Optional. This describes the path to a file that contains a list of certificate names, one per line. Incoming HTTPS requests will have their certificates validated against this list of names and only those with an exact matching entry will be allowed through. (For a puppet master, this compares against the value of the certname setting, rather than the dns_alt_names setting.)

If not supplied, PuppetDB uses standard HTTPS without any additional authorization. All HTTPS clients must still supply valid, verifiable SSL client certificates.

cipher-suites

Optional. A comma-separated list of cryptographic ciphers to allow for incoming SSL connections. Valid names are listed in the official JDK cryptographic providers documentation; you’ll need to use the all-caps cipher suite name.

If not supplied, PuppetDB uses the default cipher suites for your local system on JDK versions older than 1.7.0u6. On newer JDK versions, PuppetDB will use only non-DHE cipher suites.

ssl-protocols

Optional. A comma-separated list of protocols to allow for incoming SSL connections. Valid names are listed in the official JDK cryptographic protocol documentation; you’ll need to use the names with verbatim capitalization. For example: SSLv3, TLSv1, TLSv1.1, TLSv1.2.

If not supplied, PuppetDB uses the default SSL protocols for your local system.

Note: This setting is only effective when PuppetDB is running with Java version 1.7 or better.

[repl] Settings

The [repl] section configures remote runtime modification. For more detailed info, see Debugging with the Remote REPL.

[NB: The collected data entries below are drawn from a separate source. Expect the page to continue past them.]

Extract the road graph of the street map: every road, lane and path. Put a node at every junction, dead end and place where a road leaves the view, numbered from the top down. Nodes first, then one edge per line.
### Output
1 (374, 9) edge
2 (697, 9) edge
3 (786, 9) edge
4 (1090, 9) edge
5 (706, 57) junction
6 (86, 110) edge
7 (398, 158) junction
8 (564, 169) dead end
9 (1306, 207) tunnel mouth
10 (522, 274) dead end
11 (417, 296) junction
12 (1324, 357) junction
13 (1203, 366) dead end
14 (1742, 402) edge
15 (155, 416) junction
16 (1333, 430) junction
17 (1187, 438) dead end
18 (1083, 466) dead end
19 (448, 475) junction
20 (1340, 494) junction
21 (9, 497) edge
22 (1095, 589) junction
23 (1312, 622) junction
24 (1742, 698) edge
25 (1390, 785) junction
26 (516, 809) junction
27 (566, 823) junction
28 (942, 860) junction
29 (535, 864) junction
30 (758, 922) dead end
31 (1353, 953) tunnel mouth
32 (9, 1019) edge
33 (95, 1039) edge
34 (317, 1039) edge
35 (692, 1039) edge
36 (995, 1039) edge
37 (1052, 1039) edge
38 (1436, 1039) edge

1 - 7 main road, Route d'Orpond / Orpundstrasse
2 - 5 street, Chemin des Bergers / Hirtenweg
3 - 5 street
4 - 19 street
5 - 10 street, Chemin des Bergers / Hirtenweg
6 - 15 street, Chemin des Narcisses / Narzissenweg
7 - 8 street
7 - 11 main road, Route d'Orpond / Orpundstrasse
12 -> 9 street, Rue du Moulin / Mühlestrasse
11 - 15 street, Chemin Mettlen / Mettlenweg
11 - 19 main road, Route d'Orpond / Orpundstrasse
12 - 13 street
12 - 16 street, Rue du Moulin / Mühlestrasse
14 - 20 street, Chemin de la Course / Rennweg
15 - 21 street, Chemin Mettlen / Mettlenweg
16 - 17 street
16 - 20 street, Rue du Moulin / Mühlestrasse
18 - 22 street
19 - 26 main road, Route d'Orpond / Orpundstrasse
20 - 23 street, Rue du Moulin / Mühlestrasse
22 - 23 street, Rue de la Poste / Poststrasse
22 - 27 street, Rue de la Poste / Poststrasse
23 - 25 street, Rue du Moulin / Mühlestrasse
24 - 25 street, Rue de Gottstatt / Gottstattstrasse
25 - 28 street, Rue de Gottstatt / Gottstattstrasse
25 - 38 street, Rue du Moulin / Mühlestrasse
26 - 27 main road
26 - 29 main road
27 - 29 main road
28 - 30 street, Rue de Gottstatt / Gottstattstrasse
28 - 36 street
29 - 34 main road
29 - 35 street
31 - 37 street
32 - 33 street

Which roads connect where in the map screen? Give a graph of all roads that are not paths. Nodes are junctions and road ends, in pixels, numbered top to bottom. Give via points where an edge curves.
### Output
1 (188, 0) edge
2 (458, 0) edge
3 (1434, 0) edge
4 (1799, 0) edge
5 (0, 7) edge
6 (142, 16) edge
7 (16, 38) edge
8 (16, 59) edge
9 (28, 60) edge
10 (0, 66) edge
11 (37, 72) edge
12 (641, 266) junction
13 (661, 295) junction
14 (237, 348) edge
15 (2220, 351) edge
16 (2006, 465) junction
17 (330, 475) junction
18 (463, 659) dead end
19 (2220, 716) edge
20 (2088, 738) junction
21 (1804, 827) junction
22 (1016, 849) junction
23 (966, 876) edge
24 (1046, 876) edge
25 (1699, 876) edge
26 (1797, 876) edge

Enabling a remote REPL allows you to manipulate the behavior of PuppetDB at runtime. This should only be done for debugging purposes, and is thus disabled by default. An example configuration stanza:

[repl]
enabled = true
type = nrepl
port = 8081

enabled

Set to true to enable the REPL. Defaults to false.

type

Either nrepl or swank or telnet.

The telnet repl type opens up a socket you can connect to via telnet. The interface is pretty low-level and raw (no completion or command history), but it is nonetheless usable on just about any system without the need of any external tools other than telnet itself.

The nrepl repl type opens up a socket you can connect to via any nrepl-protocol client, such as via Leiningen using lein repl :connect localhost:8082 or via Emacs (via M-x nrepl), Vim, or integration with other editors like Netbeans or Eclipse. This is much more user-friendly than telnet.

The swank type allows emacs’ clojure-mode to connect directly to a running PuppetDB instance by using M-x slime-connect. This is not recommended, as the upstream Swank project has been deprecated in favor of nrepl.

port

The port to use for the REPL.

host

Specifies the host or IP address for the repl service to listen on. By default this is 127.0.0.1 only, as this is an insecure channel this is the only recommended setting for production environments. Although this is generally not recommended for production, you can listen on all interfaces, you can specify 0.0.0.0 for example.